- **RECORD SET**:
☆ ☆ ☆ ☆
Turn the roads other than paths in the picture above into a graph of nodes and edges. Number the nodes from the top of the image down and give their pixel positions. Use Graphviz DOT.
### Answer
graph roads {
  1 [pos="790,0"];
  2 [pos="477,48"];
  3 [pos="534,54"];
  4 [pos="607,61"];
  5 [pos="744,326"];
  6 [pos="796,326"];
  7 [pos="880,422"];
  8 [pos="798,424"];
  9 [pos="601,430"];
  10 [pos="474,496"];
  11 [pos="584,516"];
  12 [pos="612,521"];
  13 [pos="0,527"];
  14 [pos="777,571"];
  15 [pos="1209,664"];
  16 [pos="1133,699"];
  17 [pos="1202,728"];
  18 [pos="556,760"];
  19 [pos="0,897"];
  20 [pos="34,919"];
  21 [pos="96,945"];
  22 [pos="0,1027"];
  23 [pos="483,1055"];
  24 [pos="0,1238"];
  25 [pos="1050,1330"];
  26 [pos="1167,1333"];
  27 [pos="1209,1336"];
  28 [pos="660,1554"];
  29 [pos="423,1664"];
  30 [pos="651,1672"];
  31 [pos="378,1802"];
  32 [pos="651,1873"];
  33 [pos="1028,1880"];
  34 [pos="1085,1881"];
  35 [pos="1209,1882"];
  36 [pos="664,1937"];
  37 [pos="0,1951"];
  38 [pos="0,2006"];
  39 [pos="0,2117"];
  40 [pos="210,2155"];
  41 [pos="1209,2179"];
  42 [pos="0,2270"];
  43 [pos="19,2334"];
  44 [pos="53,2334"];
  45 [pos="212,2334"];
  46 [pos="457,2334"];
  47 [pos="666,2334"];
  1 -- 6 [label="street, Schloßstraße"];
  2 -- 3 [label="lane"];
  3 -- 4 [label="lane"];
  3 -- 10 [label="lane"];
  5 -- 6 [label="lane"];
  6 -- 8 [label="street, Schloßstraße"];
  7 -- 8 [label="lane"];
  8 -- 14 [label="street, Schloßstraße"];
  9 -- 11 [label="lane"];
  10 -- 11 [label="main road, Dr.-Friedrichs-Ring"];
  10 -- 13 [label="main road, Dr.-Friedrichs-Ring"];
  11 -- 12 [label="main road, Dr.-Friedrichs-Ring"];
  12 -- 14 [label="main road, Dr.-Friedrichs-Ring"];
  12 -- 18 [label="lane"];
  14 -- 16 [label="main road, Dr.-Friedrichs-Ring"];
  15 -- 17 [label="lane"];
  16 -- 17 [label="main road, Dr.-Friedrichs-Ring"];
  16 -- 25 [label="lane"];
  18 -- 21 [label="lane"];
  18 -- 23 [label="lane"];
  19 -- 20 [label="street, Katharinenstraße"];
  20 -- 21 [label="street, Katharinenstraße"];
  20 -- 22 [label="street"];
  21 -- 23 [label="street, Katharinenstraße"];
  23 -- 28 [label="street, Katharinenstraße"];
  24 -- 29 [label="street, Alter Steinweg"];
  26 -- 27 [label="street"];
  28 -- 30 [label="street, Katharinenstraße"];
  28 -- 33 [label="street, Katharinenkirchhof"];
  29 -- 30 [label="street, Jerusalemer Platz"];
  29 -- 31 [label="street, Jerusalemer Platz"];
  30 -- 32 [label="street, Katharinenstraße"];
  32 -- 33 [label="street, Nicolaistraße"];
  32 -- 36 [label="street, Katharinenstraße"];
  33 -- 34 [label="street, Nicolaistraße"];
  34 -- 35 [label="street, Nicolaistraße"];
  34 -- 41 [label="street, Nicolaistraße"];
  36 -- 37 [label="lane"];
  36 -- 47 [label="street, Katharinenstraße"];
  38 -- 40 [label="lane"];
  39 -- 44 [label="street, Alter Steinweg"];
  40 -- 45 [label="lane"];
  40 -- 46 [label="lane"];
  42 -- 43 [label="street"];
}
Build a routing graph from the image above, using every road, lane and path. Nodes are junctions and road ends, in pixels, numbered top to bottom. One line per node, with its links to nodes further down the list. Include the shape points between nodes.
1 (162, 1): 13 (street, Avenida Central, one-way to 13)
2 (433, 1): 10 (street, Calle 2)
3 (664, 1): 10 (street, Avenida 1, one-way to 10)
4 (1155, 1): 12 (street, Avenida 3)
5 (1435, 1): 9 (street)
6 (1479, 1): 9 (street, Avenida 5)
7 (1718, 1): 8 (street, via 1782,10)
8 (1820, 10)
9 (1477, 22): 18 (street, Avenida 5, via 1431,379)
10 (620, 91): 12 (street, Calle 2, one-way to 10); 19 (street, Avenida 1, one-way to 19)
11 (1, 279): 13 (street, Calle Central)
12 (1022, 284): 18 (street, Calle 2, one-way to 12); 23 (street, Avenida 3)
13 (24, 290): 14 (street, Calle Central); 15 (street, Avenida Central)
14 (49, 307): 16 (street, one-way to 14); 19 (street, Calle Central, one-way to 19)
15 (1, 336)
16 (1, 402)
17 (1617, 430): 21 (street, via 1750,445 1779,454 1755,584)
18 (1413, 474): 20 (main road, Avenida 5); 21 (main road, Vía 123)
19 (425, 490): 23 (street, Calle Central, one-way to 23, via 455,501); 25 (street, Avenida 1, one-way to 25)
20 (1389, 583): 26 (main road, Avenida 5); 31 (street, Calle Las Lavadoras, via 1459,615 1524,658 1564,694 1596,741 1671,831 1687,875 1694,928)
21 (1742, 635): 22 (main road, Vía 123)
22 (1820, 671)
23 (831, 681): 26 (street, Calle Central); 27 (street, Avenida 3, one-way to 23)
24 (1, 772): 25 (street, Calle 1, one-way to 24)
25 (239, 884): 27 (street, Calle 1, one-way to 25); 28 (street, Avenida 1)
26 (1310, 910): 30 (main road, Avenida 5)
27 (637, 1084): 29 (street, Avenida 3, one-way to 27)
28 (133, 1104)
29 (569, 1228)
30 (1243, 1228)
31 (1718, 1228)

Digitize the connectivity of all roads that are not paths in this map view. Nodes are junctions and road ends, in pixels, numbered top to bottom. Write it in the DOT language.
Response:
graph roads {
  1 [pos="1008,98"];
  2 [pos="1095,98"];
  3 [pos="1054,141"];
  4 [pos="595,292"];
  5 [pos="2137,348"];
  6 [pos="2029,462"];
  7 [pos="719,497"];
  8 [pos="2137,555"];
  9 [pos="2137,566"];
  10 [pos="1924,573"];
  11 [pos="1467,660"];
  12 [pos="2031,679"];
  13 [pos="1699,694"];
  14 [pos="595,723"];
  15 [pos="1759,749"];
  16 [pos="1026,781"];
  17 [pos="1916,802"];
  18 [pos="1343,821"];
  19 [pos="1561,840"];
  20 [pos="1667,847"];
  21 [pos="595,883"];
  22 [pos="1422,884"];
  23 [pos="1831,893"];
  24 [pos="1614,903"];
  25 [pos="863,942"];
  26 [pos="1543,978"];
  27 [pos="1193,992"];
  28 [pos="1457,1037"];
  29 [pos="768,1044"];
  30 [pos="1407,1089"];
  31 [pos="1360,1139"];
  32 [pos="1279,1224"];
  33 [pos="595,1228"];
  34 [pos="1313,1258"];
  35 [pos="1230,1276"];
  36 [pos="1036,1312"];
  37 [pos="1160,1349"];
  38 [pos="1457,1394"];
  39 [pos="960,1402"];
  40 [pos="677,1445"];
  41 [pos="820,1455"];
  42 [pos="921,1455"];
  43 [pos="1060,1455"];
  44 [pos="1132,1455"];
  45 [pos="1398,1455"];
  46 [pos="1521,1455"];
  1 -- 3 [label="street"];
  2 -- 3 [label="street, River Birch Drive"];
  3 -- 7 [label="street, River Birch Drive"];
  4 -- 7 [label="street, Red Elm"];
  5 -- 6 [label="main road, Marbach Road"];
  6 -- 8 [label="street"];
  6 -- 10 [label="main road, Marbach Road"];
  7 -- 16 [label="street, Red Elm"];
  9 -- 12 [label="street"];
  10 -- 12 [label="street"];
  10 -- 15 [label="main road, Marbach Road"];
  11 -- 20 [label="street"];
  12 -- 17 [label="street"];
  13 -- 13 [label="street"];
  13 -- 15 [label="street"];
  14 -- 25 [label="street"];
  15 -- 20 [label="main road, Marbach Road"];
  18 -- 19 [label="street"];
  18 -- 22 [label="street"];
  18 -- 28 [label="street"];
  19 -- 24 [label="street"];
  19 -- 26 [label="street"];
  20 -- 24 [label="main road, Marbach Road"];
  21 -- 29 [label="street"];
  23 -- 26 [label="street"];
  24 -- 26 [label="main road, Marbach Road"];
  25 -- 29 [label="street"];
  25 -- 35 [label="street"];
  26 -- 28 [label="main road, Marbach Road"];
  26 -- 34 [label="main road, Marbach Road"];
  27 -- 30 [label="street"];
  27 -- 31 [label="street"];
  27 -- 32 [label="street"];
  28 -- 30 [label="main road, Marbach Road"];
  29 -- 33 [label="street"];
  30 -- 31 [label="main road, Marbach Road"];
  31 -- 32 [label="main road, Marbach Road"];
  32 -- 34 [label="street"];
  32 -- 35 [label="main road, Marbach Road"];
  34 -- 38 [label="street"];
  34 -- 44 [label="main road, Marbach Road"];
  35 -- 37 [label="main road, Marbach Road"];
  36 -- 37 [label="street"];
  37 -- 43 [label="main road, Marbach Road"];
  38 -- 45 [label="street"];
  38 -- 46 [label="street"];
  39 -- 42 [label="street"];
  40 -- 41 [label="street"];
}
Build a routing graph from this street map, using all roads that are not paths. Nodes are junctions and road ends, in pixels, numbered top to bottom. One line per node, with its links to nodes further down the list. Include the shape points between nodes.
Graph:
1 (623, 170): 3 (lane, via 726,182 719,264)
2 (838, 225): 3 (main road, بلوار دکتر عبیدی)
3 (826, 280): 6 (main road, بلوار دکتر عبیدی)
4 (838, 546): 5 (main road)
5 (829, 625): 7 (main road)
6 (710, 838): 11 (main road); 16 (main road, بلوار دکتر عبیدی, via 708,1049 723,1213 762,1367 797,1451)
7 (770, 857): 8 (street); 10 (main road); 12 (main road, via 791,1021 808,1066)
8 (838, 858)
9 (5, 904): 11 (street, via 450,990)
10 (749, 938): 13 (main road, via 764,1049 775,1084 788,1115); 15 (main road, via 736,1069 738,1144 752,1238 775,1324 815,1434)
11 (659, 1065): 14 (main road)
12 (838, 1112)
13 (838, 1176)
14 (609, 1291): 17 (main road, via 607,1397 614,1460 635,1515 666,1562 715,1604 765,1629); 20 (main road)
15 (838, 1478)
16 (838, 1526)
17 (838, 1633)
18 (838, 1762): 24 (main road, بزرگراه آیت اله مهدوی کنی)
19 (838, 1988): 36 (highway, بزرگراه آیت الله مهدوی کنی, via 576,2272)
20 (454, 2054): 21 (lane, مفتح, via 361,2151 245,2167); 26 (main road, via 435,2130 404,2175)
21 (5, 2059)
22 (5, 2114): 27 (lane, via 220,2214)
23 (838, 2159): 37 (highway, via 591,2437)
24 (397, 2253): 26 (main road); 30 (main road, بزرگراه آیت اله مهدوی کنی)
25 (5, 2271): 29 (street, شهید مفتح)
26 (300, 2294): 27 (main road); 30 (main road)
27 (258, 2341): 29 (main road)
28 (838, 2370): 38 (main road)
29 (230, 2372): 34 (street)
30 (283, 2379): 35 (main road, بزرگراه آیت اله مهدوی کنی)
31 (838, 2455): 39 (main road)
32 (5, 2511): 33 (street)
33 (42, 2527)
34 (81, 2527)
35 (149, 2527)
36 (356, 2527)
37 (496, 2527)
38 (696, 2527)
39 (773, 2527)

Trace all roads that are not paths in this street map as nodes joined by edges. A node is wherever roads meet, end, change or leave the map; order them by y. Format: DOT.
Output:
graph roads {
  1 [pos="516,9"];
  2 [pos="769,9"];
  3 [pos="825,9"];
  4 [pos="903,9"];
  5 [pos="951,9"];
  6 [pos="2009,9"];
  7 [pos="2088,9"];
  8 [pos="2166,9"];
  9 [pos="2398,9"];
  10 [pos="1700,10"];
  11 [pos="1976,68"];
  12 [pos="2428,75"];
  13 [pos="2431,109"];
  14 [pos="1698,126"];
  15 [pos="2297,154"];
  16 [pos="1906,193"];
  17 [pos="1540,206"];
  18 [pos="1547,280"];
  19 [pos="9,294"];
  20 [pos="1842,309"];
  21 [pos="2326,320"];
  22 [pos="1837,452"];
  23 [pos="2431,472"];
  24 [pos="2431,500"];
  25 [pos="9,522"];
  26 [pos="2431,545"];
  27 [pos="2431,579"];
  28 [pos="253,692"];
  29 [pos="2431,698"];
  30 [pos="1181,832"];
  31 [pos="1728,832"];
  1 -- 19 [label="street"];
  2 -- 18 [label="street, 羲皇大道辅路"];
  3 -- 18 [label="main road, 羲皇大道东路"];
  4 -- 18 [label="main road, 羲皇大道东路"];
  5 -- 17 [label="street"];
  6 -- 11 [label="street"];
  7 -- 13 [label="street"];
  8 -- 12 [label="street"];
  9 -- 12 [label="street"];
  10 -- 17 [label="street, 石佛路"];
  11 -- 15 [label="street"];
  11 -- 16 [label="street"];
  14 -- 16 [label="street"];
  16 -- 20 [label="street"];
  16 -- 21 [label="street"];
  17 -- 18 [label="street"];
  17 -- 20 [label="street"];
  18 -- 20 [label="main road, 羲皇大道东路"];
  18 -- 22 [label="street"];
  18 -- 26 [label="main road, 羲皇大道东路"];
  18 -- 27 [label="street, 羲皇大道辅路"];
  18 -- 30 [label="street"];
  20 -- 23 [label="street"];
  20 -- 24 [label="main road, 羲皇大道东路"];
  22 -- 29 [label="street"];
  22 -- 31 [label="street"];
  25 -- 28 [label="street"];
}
☆ ☆ ☆ ☆
- **TASK**: Filter the lines above, keeping each one that contains the string "Schloßstraße".

- **ANSWER TO THIS TASK**:
  1 -- 6 [label="street, Schloßstraße"];
  6 -- 8 [label="street, Schloßstraße"];
  8 -- 14 [label="street, Schloßstraße"];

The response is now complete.